Wednesday, October 3, 2012

Govt may allow IFIs to issue local currency bond

KATHMANDU, Oct 2, 2012

The government has agreed in principle to allow international financial institutions (IFIs) having a strong credit rating to issue bonds in Nepal in local currency in a bid to mobilize locally available resources for financing big industrial and development projects through the private sector.

The positive response from the government to open local currency bond came when International Finance Corporation (IFC), the private sector lending arm of the World Bank Group, held meeting with the senior Ministry of Finance (MoF) officials last week.
“IFC´s proposal was to allow credible IFIs, including IFC, to issue local currency bond targeting the banks and financial institutions, among others. The IFIs will then lend the fund mobilized to the private sector for executing economically viable projects in various sectors,” said a senior MoF official.

Under the concept, which has not yet been practiced in the country, the bonds will be backed by the issuer IFIs, ensuring that the investments made by the BFIs among others remained safe.

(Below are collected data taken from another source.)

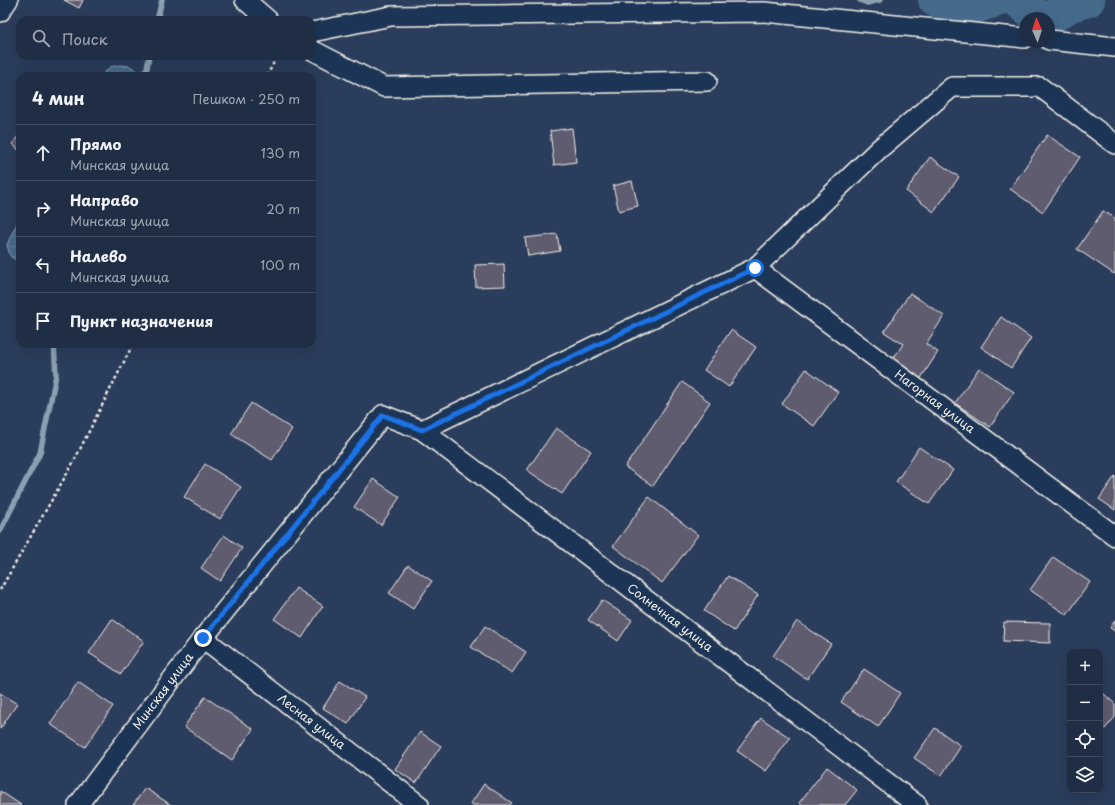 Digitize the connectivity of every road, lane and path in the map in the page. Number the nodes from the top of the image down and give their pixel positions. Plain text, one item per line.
1 (8, 0) edge
2 (245, 0) edge
3 (0, 12) edge
4 (263, 16) edge
5 (316, 31) edge
6 (1019, 37) edge
7 (1055, 41) edge
8 (1115, 47) edge
9 (316, 52) edge
10 (275, 60) edge
11 (269, 72) edge
12 (707, 81) dead end
13 (1115, 144) edge
14 (755, 268) junction
15 (131, 348) edge
16 (422, 430) junction
17 (1115, 536) edge
18 (0, 590) edge
19 (203, 638) junction
20 (78, 805) edge
21 (419, 805) edge
22 (917, 805) edge

1 - 3 street
2 - 4 street
5 - 6 street
7 - 8 street
9 - 12 street
10 - 11 path
13 - 14 street
14 - 16 street
14 - 17 street, Нагорная улица
15 - 18 path
16 - 19 street, Минская улица
16 - 22 street, Солнечная улица
19 - 20 street, Минская улица
19 - 21 street, Лесная улица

As the issue will be made in local currency, the issuer too will find itself free from the possible risks of foreign currency volatility.

“Apart from the IFC, the Asian Development Bank - one of the leading multilateral donor - too has shown interest to issue local currency bond,” the source told Republica.

The source disclosed that the MoF had received ADB´s expression of interest on local currency bond years ago -- long before the IFC approached it.

Though the ADB´s initiatives then did not gather any momentum, Juan Miranda, director-general of ADB´s South Asia Department, said a vice president of ADB was visiting Nepal soon to hold discussion with the government on the matter.

If things moved ahead smoothly, ADB officials said they would also issue local currency bonds in a bid to finance projects here.
Finance Secretary Krishna Hari Baskota said the government was positive about issuing local currency bond. “Though we are still discussing on its technical aspects, the talks are going on with the IFC in a positive manner,” said Baskota.

In the last week´s meeting, IFC officials had announced that IFC would jump into the business promptly, mobilize the resources locally offering a sound return to the investors, and invest the collections in turn to the private sector to execute highly feasible projects.

“The degree of feasibility of the project in such cases will be scrutinized and decided by the bond issuer,” said the source.

The IFC officials had also made a presentation on similar issue and investments that it has carried out in a number of countries in Africa and other developing countries.

Nepali officials believe that the local currency bond can be one good window to help Nepali private parties that have competence, but lack finances to implement hydropower and other infrastructure projects.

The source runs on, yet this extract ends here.